> [WHAT IS REQUIRED] All of the records should be given again verbatim.

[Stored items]
---
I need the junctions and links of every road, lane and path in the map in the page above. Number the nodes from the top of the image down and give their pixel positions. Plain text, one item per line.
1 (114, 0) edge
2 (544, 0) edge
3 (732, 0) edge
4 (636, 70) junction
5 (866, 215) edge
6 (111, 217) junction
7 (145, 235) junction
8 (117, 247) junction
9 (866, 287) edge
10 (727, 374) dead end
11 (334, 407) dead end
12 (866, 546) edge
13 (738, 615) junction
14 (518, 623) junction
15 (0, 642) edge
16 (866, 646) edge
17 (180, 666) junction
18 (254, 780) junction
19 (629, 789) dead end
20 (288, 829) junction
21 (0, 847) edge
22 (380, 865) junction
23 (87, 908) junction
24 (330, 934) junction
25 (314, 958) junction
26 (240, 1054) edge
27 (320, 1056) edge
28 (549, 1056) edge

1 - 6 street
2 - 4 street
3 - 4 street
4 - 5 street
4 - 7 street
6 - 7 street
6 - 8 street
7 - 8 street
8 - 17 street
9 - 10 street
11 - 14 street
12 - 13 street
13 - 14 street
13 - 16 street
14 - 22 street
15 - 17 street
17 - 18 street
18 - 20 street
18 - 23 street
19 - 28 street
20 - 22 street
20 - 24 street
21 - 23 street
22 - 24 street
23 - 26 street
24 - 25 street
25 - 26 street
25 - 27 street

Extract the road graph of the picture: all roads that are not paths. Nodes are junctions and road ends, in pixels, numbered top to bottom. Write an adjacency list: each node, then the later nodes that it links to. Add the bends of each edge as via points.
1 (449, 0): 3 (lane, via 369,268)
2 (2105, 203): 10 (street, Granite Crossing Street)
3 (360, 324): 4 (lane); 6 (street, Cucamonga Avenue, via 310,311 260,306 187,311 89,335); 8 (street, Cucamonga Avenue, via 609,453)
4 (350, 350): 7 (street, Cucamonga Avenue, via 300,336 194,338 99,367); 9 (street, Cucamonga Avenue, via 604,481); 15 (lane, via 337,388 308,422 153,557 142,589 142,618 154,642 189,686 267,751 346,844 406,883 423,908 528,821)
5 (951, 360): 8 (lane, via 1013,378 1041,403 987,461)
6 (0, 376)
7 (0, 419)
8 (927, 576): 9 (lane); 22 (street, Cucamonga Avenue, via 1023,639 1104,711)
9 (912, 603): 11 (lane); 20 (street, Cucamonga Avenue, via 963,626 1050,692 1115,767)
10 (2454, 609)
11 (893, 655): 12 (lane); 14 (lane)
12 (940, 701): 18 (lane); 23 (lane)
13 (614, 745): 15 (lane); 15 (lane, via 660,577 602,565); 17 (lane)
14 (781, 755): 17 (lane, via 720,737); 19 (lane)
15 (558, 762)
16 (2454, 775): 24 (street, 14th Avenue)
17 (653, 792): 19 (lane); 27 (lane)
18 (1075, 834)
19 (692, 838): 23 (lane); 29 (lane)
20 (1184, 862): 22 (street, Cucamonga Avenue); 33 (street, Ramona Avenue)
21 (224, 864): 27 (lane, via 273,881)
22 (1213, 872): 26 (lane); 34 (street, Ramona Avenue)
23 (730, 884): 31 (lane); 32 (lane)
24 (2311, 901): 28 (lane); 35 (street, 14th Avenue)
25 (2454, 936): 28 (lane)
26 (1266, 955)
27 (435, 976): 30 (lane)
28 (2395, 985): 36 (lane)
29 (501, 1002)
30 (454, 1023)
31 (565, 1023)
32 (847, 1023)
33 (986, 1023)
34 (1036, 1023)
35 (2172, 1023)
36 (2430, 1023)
---
> [SOLUTION TO THE PROBLEM]
I need the junctions and links of every road, lane and path in the map in the page above. Number the nodes from the top of the image down and give their pixel positions. Plain text, one item per line.
1 (114, 0) edge
2 (544, 0) edge
3 (732, 0) edge
4 (636, 70) junction
5 (866, 215) edge
6 (111, 217) junction
7 (145, 235) junction
8 (117, 247) junction
9 (866, 287) edge
10 (727, 374) dead end
11 (334, 407) dead end
12 (866, 546) edge
13 (738, 615) junction
14 (518, 623) junction
15 (0, 642) edge
16 (866, 646) edge
17 (180, 666) junction
18 (254, 780) junction
19 (629, 789) dead end
20 (288, 829) junction
21 (0, 847) edge
22 (380, 865) junction
23 (87, 908) junction
24 (330, 934) junction
25 (314, 958) junction
26 (240, 1054) edge
27 (320, 1056) edge
28 (549, 1056) edge

1 - 6 street
2 - 4 street
3 - 4 street
4 - 5 street
4 - 7 street
6 - 7 street
6 - 8 street
7 - 8 street
8 - 17 street
9 - 10 street
11 - 14 street
12 - 13 street
13 - 14 street
13 - 16 street
14 - 22 street
15 - 17 street
17 - 18 street
18 - 20 street
18 - 23 street
19 - 28 street
20 - 22 street
20 - 24 street
21 - 23 street
22 - 24 street
23 - 26 street
24 - 25 street
25 - 26 street
25 - 27 street

Extract the road graph of the picture: all roads that are not paths. Nodes are junctions and road ends, in pixels, numbered top to bottom. Write an adjacency list: each node, then the later nodes that it links to. Add the bends of each edge as via points.
1 (449, 0): 3 (lane, via 369,268)
2 (2105, 203): 10 (street, Granite Crossing Street)
3 (360, 324): 4 (lane); 6 (street, Cucamonga Avenue, via 310,311 260,306 187,311 89,335); 8 (street, Cucamonga Avenue, via 609,453)
4 (350, 350): 7 (street, Cucamonga Avenue, via 300,336 194,338 99,367); 9 (street, Cucamonga Avenue, via 604,481); 15 (lane, via 337,388 308,422 153,557 142,589 142,618 154,642 189,686 267,751 346,844 406,883 423,908 528,821)
5 (951, 360): 8 (lane, via 1013,378 1041,403 987,461)
6 (0, 376)
7 (0, 419)
8 (927, 576): 9 (lane); 22 (street, Cucamonga Avenue, via 1023,639 1104,711)
9 (912, 603): 11 (lane); 20 (street, Cucamonga Avenue, via 963,626 1050,692 1115,767)
10 (2454, 609)
11 (893, 655): 12 (lane); 14 (lane)
12 (940, 701): 18 (lane); 23 (lane)
13 (614, 745): 15 (lane); 15 (lane, via 660,577 602,565); 17 (lane)
14 (781, 755): 17 (lane, via 720,737); 19 (lane)
15 (558, 762)
16 (2454, 775): 24 (street, 14th Avenue)
17 (653, 792): 19 (lane); 27 (lane)
18 (1075, 834)
19 (692, 838): 23 (lane); 29 (lane)
20 (1184, 862): 22 (street, Cucamonga Avenue); 33 (street, Ramona Avenue)
21 (224, 864): 27 (lane, via 273,881)
22 (1213, 872): 26 (lane); 34 (street, Ramona Avenue)
23 (730, 884): 31 (lane); 32 (lane)
24 (2311, 901): 28 (lane); 35 (street, 14th Avenue)
25 (2454, 936): 28 (lane)
26 (1266, 955)
27 (435, 976): 30 (lane)
28 (2395, 985): 36 (lane)
29 (501, 1002)
30 (454, 1023)
31 (565, 1023)
32 (847, 1023)
33 (986, 1023)
34 (1036, 1023)
35 (2172, 1023)
36 (2430, 1023)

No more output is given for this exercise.